Task brief => Repeat only the lines below from the one containing "ring pip: (274, 237)" through the one containing "pinky mcp: (603, 224)", inclusive, exactly as written.

Dataset extract =>
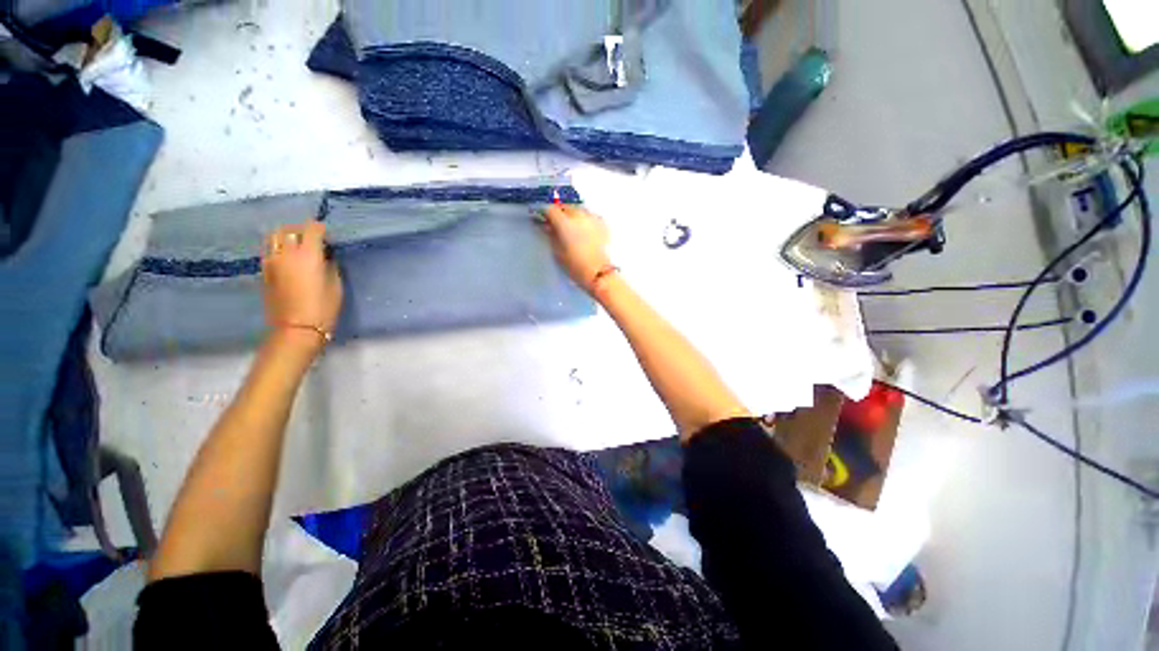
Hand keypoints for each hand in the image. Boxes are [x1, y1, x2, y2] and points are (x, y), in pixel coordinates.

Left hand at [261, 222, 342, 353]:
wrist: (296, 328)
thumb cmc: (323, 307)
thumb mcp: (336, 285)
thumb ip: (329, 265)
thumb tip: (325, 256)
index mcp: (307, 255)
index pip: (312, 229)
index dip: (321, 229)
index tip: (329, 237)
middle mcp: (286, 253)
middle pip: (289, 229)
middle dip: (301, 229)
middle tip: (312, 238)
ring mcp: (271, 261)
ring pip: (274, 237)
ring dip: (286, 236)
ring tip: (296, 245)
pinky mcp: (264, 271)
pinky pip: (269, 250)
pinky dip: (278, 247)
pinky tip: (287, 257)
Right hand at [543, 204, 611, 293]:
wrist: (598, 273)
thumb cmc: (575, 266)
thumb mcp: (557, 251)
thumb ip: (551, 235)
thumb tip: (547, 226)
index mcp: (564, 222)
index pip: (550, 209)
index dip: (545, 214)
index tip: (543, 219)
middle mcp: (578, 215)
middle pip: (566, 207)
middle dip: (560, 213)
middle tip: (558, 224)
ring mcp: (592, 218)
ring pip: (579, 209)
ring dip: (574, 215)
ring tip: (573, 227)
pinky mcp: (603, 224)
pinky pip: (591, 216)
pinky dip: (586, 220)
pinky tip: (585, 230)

==

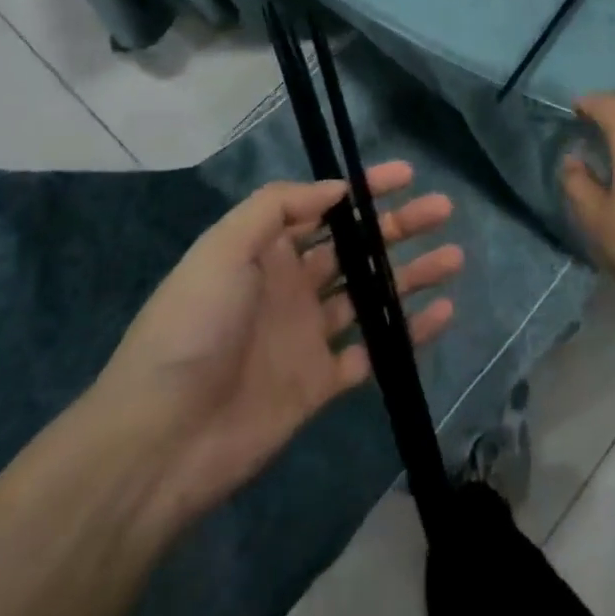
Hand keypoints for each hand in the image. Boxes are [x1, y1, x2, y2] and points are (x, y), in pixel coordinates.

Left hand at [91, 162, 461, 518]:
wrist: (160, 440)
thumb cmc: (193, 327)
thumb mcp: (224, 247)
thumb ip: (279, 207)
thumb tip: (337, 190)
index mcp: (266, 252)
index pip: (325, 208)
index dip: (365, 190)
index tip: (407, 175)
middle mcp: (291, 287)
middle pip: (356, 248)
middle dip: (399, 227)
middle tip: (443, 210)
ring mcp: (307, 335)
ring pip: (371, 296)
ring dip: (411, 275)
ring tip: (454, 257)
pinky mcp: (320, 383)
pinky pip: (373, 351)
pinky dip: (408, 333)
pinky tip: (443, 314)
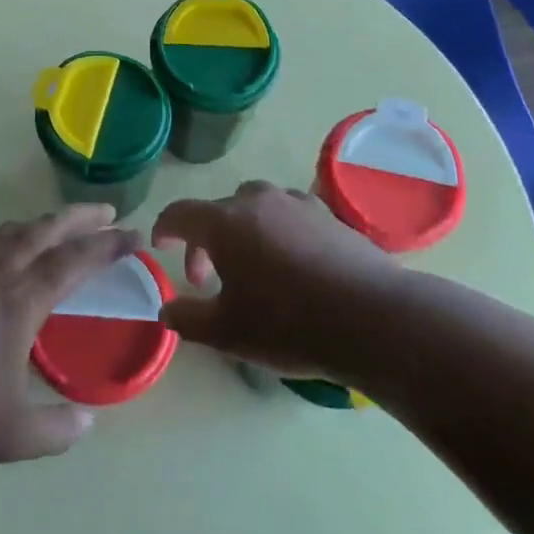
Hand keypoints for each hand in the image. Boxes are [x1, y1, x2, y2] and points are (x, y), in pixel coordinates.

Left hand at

Answer area =>
ring pip: (274, 237)
ring dip: (286, 236)
ring tip: (296, 245)
pinky mcp: (264, 271)
pinky pip: (269, 250)
pinky dip: (278, 247)
pinky tip: (287, 257)
Right hand at [543, 204, 611, 293]:
wrist: (598, 273)
thumb cmc: (575, 266)
thumb mcp: (557, 251)
thumb ip: (551, 235)
thumb tip: (547, 226)
index mcp: (564, 222)
index pip: (550, 209)
index dip: (545, 214)
index tip: (543, 219)
middle mcp: (578, 215)
middle pip: (566, 207)
middle dip: (560, 213)
middle tip: (558, 224)
ring mcp: (592, 218)
ring pip: (579, 209)
ring dip: (574, 215)
ring tip: (573, 227)
pinky mcp: (603, 224)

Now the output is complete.